What do I think of Rick Mattson’s book? Let’s talk about it on Deeper Waters.
I don’t really like a lot of books on popular apologetics. Many of them claim to have a lot of facts that are rather simplistic. They can also often be quite dry to read. Fortunately, a book like Rick Mattson’s is not like that.
Mattson writes from his experience as a traveling apologist for InterVarsity Press. That’s a bonus side of the book as you get a very human side of the apologetics that he does. When he meets someone who’s suffering for instance, it’s not giving a philosophical answer to the problem of evil. Instead, it’s a much more pastoral approach. You also see Mattson admitting that many times, he does not give the perfect answer and has to think of analogies and such to use over time to get the message across.
His analogies, however, are excellent. Most of the chapters are about how X is like Y. My personal favorite one that stuck in my mind the most was that Hell is like an empty pub. In this chapter on the nature of Hell, Mattson describes people who think Hell will be a big party where they will get together with all their friends and celebrate into all eternity.
Enter into this a person who dies without Christ and goes to Hell and comes to a pub there expecting to meet his friends. He goes in and finds that there is no one else there at all. No big deal. They’ll be there soon enough. But then days go by and then weeks and months and years and decades. Before too long it is apparent that no one will be there.
Analogies like this exist throughout the book so that you can better visualize the matters that Mattson is writing about and this one I found extremely fitting. I am not a socialite at all and really prefer my alone time, but even I would not want to be stuck in a place like a pub for all eternity and have it be no one but me.
The chapters are also relatively short and will be able to be digested quickly and be fitting for group discussion. This is the kind of book that a good youth pastor can go through with a youth group to equip them for the challenges that they have ahead of them. Mattson will not go over your head at all.
There were two areas that I would like to have seen more improvement on, but while I think these are areas for future editions to improve on, I still think the work as a whole is highly readable and important.
First, I would have liked to have seen a chapter on just the resurrection. This is the central tenet of the Christian worldview after all and it would have been helpful to have seen Mattson’s take on it in the face of objections.
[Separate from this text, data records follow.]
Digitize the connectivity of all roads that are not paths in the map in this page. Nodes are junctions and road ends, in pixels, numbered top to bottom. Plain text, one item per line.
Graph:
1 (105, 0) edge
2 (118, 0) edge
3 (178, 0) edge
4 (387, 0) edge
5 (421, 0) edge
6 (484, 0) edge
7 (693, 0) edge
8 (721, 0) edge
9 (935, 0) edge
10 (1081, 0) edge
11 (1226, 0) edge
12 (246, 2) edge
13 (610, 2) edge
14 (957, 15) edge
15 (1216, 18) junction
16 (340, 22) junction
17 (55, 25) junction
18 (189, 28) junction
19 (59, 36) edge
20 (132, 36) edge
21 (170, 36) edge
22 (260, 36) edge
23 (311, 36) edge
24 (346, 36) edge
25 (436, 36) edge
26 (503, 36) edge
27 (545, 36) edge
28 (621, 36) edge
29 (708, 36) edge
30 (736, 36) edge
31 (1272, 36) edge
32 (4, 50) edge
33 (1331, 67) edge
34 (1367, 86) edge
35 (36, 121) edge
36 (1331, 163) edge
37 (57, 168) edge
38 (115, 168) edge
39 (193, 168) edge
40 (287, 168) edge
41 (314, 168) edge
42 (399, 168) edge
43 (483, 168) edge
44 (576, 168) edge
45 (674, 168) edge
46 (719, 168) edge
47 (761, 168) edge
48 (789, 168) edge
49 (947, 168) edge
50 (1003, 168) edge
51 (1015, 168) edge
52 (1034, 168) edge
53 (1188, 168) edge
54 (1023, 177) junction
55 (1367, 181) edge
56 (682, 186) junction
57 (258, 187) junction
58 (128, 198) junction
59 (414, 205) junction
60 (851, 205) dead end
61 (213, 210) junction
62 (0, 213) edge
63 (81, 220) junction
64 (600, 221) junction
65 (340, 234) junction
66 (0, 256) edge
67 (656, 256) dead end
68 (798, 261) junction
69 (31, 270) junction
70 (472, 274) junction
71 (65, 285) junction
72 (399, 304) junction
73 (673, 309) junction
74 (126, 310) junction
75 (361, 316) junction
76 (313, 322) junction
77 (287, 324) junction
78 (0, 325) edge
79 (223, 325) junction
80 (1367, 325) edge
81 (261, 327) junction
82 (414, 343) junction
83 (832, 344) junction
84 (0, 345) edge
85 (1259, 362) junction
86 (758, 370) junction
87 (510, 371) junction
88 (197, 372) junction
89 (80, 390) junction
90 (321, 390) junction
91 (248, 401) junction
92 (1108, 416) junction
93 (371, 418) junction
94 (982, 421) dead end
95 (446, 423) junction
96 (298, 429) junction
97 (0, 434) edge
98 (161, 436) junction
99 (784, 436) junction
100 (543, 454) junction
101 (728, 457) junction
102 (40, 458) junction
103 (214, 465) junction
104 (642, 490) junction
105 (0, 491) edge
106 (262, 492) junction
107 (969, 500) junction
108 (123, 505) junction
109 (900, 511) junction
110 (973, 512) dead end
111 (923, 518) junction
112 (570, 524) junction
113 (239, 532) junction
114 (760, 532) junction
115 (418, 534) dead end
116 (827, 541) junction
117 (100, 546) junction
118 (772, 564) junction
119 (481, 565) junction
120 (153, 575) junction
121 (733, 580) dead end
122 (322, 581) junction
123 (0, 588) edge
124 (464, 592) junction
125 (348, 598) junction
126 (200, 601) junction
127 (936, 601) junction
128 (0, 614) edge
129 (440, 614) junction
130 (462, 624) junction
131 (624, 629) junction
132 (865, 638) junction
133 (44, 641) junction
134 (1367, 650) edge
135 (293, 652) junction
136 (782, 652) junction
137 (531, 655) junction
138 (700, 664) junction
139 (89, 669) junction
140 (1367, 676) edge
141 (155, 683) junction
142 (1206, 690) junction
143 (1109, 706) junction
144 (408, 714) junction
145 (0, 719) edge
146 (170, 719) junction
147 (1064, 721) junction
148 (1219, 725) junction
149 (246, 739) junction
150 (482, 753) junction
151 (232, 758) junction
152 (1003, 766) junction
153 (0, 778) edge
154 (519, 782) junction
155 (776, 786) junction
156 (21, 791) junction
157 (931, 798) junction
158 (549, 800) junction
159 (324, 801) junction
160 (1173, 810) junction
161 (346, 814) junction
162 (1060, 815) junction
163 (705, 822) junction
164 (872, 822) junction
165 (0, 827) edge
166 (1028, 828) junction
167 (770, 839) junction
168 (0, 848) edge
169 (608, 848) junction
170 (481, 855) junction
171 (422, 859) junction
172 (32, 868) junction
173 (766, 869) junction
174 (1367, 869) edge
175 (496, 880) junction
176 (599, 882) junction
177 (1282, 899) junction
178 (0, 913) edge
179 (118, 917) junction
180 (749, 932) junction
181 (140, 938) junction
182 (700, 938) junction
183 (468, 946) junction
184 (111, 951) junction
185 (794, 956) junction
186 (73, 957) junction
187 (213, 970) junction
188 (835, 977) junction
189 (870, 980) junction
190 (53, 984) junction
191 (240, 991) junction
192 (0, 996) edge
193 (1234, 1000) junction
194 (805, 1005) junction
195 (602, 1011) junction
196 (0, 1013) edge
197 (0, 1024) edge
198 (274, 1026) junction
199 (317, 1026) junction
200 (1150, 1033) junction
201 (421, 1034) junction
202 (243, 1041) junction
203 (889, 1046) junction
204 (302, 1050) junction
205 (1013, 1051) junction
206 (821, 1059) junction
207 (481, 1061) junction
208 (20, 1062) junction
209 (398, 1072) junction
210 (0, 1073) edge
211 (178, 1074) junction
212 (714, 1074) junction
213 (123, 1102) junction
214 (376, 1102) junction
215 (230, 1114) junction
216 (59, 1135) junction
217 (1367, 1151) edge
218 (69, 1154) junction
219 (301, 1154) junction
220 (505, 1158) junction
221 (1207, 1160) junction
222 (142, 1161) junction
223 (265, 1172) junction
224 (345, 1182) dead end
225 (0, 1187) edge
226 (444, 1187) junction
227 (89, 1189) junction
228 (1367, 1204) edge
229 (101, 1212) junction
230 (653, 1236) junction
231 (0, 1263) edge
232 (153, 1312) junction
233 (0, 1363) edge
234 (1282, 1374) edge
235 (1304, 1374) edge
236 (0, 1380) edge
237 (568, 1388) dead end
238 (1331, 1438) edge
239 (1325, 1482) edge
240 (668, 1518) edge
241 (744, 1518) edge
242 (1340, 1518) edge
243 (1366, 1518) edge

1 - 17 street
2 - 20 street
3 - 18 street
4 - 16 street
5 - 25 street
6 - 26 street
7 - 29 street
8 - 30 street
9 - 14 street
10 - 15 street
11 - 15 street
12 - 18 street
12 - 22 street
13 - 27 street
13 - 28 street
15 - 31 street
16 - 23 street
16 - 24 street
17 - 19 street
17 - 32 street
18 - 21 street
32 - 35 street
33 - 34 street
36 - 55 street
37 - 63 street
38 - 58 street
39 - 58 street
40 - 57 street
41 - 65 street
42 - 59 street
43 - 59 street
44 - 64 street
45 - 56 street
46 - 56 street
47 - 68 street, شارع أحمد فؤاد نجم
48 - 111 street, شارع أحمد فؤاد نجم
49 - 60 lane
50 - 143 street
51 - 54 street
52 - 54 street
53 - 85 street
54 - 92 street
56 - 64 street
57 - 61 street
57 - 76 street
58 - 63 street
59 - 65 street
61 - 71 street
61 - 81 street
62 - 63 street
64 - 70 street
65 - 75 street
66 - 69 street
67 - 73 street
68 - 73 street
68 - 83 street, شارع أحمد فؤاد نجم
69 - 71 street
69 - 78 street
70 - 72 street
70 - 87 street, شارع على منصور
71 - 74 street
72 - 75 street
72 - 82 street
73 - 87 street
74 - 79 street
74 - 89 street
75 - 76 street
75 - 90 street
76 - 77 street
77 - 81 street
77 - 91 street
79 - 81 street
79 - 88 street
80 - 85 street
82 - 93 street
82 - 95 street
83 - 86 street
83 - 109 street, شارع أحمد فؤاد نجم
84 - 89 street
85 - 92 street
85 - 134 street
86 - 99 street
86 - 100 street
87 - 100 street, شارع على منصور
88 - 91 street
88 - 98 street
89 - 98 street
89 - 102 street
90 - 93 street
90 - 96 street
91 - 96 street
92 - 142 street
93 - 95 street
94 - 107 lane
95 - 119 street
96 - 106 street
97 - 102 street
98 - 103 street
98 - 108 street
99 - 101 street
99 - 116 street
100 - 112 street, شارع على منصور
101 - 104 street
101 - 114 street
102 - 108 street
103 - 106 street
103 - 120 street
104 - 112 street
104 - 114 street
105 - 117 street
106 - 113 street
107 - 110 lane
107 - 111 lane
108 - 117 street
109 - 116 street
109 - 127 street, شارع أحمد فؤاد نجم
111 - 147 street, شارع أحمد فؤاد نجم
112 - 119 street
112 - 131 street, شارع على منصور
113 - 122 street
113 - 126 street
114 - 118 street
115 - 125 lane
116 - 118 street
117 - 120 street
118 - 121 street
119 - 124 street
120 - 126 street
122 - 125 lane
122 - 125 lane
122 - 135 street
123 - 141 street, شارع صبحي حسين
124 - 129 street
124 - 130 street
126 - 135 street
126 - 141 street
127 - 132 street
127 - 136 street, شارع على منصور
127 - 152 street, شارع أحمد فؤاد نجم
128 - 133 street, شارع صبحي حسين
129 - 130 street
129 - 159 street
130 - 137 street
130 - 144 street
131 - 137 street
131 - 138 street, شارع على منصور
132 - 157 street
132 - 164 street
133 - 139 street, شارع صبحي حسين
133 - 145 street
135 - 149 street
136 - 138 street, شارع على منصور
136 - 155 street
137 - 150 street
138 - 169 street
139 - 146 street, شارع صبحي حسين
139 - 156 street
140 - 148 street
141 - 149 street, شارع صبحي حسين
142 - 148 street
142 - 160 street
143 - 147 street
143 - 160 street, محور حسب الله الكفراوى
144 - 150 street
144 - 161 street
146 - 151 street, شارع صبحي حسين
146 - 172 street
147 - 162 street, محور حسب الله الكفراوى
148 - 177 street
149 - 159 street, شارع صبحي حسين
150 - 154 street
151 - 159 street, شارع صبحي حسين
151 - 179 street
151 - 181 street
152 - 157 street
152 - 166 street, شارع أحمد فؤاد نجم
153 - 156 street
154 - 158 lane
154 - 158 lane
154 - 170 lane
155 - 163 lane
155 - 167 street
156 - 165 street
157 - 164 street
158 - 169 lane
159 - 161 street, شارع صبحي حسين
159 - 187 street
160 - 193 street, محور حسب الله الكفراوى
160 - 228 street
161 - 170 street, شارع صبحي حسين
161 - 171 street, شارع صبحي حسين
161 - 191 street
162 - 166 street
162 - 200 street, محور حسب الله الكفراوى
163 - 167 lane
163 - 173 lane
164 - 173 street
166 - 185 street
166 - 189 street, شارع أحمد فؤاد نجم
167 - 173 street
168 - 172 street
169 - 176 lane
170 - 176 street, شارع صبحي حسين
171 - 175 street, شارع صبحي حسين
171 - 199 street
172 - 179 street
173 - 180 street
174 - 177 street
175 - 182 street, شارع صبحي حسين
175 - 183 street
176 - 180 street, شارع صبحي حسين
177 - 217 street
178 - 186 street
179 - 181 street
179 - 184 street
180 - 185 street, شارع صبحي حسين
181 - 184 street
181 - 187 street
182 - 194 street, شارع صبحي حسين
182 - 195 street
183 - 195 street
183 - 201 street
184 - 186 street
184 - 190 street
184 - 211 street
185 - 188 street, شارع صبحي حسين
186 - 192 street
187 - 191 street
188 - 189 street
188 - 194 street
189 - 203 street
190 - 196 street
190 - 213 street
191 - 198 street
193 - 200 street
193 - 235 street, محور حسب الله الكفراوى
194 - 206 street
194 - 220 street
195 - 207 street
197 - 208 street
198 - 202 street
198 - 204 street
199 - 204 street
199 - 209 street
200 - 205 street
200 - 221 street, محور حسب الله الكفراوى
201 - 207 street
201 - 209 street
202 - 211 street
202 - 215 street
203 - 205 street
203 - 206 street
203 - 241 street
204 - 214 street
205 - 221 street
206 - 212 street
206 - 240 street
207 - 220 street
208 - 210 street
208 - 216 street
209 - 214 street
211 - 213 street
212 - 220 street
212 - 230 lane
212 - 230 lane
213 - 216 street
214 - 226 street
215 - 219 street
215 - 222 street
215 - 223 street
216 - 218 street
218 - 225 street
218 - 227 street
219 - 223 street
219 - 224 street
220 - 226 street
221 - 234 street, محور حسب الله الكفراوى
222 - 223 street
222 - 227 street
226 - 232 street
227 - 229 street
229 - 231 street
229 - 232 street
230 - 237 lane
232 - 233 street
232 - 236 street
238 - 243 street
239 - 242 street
Second, Mattson rightfully lists resources, but many times I found myself wishing there had been more higher level and scholarly resources. Apologetics books can be good, but they are meant to be the gateway. For instance, in the chapter on miracles, I would have liked to have seen a reference to a book like Craig Keener’s “Miracles.” Apologetics books should point to the books that they are built on after all.
Still, Mattson’s book is an excellent edition to your library and if you are starting out in the field, this is a good one to learn the conversational basics that you need to have to address the challenges that you will meet. I highly endorse it.